Linux Time Management for Cassandra
Author: Hayato Shimizu
In distributed databases, time is more than just a clock-ticking—it's the foundation for consistency. At AxonOps, we work closely with companies deploying Apache Cassandra at scale, and one recurring topic we encounter is clock synchronization. Unlike Google's Spanner, which uses GPS and atomic clocks, Cassandra relies on precise yet conventional clock synchronization methods. Let’s explore why clock management is critical for Cassandra, and how to do it right.

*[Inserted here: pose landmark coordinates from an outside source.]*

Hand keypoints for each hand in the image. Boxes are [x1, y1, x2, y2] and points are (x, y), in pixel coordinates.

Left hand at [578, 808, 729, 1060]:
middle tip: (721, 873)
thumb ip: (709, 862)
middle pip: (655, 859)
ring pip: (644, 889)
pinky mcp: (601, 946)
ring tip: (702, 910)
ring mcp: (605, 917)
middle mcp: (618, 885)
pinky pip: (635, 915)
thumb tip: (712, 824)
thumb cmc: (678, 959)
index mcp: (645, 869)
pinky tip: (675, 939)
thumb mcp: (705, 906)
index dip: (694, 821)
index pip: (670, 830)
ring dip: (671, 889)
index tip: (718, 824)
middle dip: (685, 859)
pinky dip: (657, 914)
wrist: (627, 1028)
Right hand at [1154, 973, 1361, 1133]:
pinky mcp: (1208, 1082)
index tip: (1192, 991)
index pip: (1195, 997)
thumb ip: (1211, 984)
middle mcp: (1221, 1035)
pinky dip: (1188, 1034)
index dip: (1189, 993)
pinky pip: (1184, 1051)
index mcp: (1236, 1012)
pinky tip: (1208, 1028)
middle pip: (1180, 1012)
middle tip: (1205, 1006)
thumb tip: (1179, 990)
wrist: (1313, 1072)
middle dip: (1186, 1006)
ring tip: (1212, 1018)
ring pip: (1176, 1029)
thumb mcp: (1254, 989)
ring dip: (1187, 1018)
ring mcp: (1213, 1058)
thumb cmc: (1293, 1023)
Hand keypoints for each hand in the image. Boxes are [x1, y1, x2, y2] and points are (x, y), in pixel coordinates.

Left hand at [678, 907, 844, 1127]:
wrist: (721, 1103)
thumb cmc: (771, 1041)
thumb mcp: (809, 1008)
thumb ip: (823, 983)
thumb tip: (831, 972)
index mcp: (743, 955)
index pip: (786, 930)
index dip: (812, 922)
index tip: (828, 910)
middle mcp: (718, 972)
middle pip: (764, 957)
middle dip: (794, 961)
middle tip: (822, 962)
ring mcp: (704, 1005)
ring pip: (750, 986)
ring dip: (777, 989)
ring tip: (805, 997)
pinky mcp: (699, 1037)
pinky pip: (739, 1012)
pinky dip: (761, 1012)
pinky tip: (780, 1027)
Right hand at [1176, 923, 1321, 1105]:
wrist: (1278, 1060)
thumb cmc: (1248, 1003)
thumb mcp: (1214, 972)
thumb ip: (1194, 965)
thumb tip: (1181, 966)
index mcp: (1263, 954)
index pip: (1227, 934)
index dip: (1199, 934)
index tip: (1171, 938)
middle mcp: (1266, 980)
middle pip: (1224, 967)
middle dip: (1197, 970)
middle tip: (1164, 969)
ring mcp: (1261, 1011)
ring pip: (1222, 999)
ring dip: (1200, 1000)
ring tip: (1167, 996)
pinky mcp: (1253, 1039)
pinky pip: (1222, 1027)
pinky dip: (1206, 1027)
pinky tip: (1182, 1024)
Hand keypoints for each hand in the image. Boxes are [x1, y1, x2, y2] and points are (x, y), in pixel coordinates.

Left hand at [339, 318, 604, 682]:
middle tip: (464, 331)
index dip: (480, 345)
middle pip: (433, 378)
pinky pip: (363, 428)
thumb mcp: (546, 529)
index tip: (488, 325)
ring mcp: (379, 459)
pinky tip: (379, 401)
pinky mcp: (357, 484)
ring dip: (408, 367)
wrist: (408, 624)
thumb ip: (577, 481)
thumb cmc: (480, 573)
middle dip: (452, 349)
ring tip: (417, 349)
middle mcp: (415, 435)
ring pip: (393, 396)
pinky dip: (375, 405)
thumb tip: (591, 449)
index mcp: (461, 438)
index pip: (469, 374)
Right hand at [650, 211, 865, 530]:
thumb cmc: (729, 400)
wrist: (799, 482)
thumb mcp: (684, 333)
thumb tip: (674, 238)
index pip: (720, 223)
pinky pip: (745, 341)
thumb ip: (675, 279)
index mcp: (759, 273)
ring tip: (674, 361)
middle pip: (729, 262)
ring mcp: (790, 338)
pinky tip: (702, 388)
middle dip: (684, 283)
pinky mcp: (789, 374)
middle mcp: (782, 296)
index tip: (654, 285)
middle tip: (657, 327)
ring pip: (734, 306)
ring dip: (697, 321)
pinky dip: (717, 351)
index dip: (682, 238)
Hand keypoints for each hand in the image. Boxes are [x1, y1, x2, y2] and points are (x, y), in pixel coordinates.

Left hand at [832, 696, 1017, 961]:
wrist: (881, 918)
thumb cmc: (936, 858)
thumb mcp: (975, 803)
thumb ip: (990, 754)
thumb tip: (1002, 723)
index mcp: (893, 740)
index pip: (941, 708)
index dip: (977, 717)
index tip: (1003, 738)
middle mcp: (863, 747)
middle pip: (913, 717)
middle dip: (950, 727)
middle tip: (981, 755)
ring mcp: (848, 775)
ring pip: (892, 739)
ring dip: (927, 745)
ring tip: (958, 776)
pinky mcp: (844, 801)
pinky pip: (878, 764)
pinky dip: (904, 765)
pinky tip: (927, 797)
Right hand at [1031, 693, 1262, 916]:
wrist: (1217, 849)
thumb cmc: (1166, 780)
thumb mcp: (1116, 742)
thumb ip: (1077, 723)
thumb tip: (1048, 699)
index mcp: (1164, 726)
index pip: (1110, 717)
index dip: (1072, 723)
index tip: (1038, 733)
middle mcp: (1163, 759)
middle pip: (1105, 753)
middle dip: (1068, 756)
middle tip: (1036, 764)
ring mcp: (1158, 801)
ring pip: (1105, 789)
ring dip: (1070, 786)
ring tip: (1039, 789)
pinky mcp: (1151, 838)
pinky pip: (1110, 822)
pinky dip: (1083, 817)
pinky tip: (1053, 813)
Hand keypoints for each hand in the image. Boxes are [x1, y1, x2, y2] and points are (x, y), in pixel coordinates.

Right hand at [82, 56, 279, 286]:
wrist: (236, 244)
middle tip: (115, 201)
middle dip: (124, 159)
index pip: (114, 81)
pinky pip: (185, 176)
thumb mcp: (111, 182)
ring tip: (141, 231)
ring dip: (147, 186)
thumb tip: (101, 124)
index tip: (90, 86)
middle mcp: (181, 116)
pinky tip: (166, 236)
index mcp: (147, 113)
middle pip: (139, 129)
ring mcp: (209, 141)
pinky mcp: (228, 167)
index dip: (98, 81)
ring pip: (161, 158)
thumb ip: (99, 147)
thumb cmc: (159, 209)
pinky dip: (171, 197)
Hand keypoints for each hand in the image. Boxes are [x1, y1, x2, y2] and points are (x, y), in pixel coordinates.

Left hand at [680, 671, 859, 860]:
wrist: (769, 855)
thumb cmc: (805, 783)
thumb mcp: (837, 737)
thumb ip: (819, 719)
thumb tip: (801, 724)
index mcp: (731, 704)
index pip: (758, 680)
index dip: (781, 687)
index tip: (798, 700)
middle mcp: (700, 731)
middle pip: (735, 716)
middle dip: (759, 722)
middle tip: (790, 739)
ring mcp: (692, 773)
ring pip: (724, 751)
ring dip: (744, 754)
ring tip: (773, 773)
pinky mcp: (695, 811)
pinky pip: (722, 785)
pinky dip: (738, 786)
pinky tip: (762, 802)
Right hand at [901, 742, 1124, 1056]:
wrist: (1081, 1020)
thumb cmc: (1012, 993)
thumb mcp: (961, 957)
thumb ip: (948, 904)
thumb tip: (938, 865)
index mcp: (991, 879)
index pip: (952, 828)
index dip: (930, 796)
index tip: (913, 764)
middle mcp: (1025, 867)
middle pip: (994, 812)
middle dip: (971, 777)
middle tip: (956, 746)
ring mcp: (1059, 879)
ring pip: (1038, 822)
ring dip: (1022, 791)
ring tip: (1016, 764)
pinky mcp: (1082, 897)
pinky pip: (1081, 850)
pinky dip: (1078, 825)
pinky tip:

Why Cassandra Needs Accurate Time Sync
Apache Cassandra uses a last-write-wins (LWW) conflict resolution model. Every write is timestamped (in microseconds) and the highest timestamped value is considered the most recent. This model works well in theory but can go dangerously wrong when system clocks drift:
- Inconsistent conflict resolution: If Node A thinks it's 10:00:05 and Node B thinks it’s 10:00:03, a write from Node B can appear stale even if it’s logically more recent.
- TTL expiration issues: Time-To-Live (TTL) expiration relies on accurate clocks. A clock drift can cause premature or delayed data expiry.
- Gossip coordination: Successfully coordinating gossip requires Cassandra server time to be synchronized with each other.
Thus, Cassandra nodes must keep their clocks tightly synchronized—not to a global standard like UTC, but with each other.
NTP: The Unsung Hero of Cassandra Consistency
Time synchronization across machines is technically challenging. At a glance, syncing clocks might seem simple, but when you account for network jitter, system load, virtualization layers, and different hardware clock sources, maintaining microsecond-level precision becomes a non-trivial engineering problem.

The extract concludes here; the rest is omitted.